Lundi 11 mai, les tribunaux de commerce sont en grève pour protester contre une disposition du projet de Loi Macron, qui prévoit de confier à des tribunaux spécialisés les contentieux concernant les plus grandes entreprises. Grève et portes closes à Chambéry.
Ce mouvement, annoncé comme illimité par la Conférence générale des juges consulaires de France (CJCF), intervient alors que la loi Macron doit être votée mardi au Sénat. Les juges s'inquiètent notamment de l'impact de cette réforme sur la "justice de proximité".
Dans les Alpes, le mouvement est surtout suivi à Chambéry. A Grenoble le greffe a maintenu son activité mais les juges consulaires sont en grève et ne rendront aucune décision jusqu'au 25 mai inclu (renouvelable).
"Plus de 98% des tribunaux ont suspendu leurs audiences aujourd'hui", soit "près de 130 tribunaux de commerce sur 135", a assuré Yves Lelièvre, président de la CJCF. "Au total, ce sont plus de 3.000 juges qui sont en arrêt total d'activité".
Selon M. Lelièvre, la Conférence n'est pas hostile par principe à la délocalisation de certains dossiers importants, mais s'inquiète du seuil qui déclenchera le transfert automatique d'une affaire vers une autre juridiction.

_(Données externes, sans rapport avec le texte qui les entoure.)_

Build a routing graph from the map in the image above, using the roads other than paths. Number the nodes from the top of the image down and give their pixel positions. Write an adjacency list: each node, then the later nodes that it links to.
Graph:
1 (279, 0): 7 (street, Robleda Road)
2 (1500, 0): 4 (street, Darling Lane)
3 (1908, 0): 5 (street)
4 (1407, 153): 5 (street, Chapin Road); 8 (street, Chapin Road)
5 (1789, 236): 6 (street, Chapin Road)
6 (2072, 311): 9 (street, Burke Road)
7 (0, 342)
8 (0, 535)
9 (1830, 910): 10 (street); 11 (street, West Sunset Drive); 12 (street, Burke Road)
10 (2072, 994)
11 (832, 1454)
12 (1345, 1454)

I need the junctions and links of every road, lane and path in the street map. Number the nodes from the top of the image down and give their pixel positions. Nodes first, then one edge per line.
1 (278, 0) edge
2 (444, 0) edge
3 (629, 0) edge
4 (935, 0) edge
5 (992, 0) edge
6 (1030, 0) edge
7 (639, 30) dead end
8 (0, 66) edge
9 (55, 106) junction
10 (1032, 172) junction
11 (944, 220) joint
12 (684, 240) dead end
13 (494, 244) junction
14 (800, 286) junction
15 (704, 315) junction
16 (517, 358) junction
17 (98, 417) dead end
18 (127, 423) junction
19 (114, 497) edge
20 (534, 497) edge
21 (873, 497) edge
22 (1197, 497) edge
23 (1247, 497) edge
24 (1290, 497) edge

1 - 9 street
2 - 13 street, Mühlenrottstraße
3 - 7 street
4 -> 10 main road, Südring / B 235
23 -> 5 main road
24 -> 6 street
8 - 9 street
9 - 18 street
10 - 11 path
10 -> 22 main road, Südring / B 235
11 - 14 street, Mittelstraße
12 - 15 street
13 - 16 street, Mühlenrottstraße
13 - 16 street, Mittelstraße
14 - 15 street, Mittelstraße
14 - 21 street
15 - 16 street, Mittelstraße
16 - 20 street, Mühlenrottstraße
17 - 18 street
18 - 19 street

Ces seuils doivent être déterminés par décrets, mais le gouvernement envisage de les fixer à 150 employés et 20 millions d'euros de chiffre d'affaires, des bornes que la Conférence juge trop basses.
Seuil de 250 salariés
"Que les grandes entreprises soient traitées par des tribunaux spécialisés, pourquoi pas, mais à condition qu'ils soient suffisamment nombreux sur le territoire et que les tribunaux de proximité continuent à s'occuper des entreprises de taille moyenne", estime M. Lelièvre.Selon lui, certains patrons devront faire "200 ou 300 kilomètres", à cause de la réforme, pour régler leur contentieux. Un coût important "en temps" et "en argent", surtout pour les entreprises en difficulté.
La Conférence réclame ainsi l'insertion dans la loi Macron d'une référence à la classification des entreprises de la loi de modernisation de l'économie (LME) de 2008, soit un seuil de 250 salariés. Elle demande aussi que le nombre de tribunaux spécialisés soit fixé à 15 et non huit.
"A ce stade, aucun seuil n'a été décidé par le gouvernement. Ils seront déterminés ultérieurement par voie de décret", assure de son côté le ministère de l'Economie, qui conteste également le chiffre de huit tribunaux avancé par la CJCF.
"La réforme consiste à spécialiser certains tribunaux de commerce existants pour gérer les dossiers de redressement judiciaire les plus complexes. On parle d'une petite centaine de dossiers par an sur les 63.000 redressements judiciaires opérés chaque année", ajoute Bercy.
Entreprises en sursis
Conséquence de la grève: de nombreuses affaires étaient reportées lundi, plaçant en sursis le sort des entreprises concernées, à Toulouse, Chambéry, Rouen, Montauban, Perpignan ou encore Rennes...A Lille, les procédure collectives, les contentieux et les référés étaient reportés, mais pas celles concernant les salaires des entreprises en difficulté. "Il n'est pas question de frapper les salariés", a expliqué le président du tribunal, Eric Feldmann.
"S'il y a péril sur un bâtiment, si une entreprise se trouve en très grande difficulté, évidemment nous entendrons cette urgence", a fait savoir de son côté François Chassaing, président du tribunal de commerce de Nanterre, où plus de 500 dossiers devraient être renvoyés cette semaine.
A Bordeaux, Lyon mais aussi Paris, les audiences étaient en revanche maintenues, les Assemblées générales n'ayant pas voté la grève lancée à l'appel de la CJCF.
Dans un communiqué, la Confédération générale du patronat des petites et moyennes entreprises (CGPME) a apporté lundi son soutien aux juges consulaires, en demandant "que les tribunaux de commerce de proximité gardent compétence pour les PME jusqu'à 250 salariés", sauf cas spécifiques.
"Il est important que dans une telle période, les chefs d'entreprise, déjà fragilisés par les difficultés économiques qu'ils traversent ne soient pas, en outre, confrontés à des problèmes matériels liés à l'éloignement", estime la CGPME.
Le Sénat a validé mercredi lors de l'examen du projet de loi la création des très controversés tribunaux de commerce spécialisés, mais en proposant, contre l'avis du gouvernement, que leur compétence ne soit automatique que pour les entreprises de plus de 250 salariés. Le texte doit être voté solennellement mardi avant de retourner devant l'Assemblée nationale.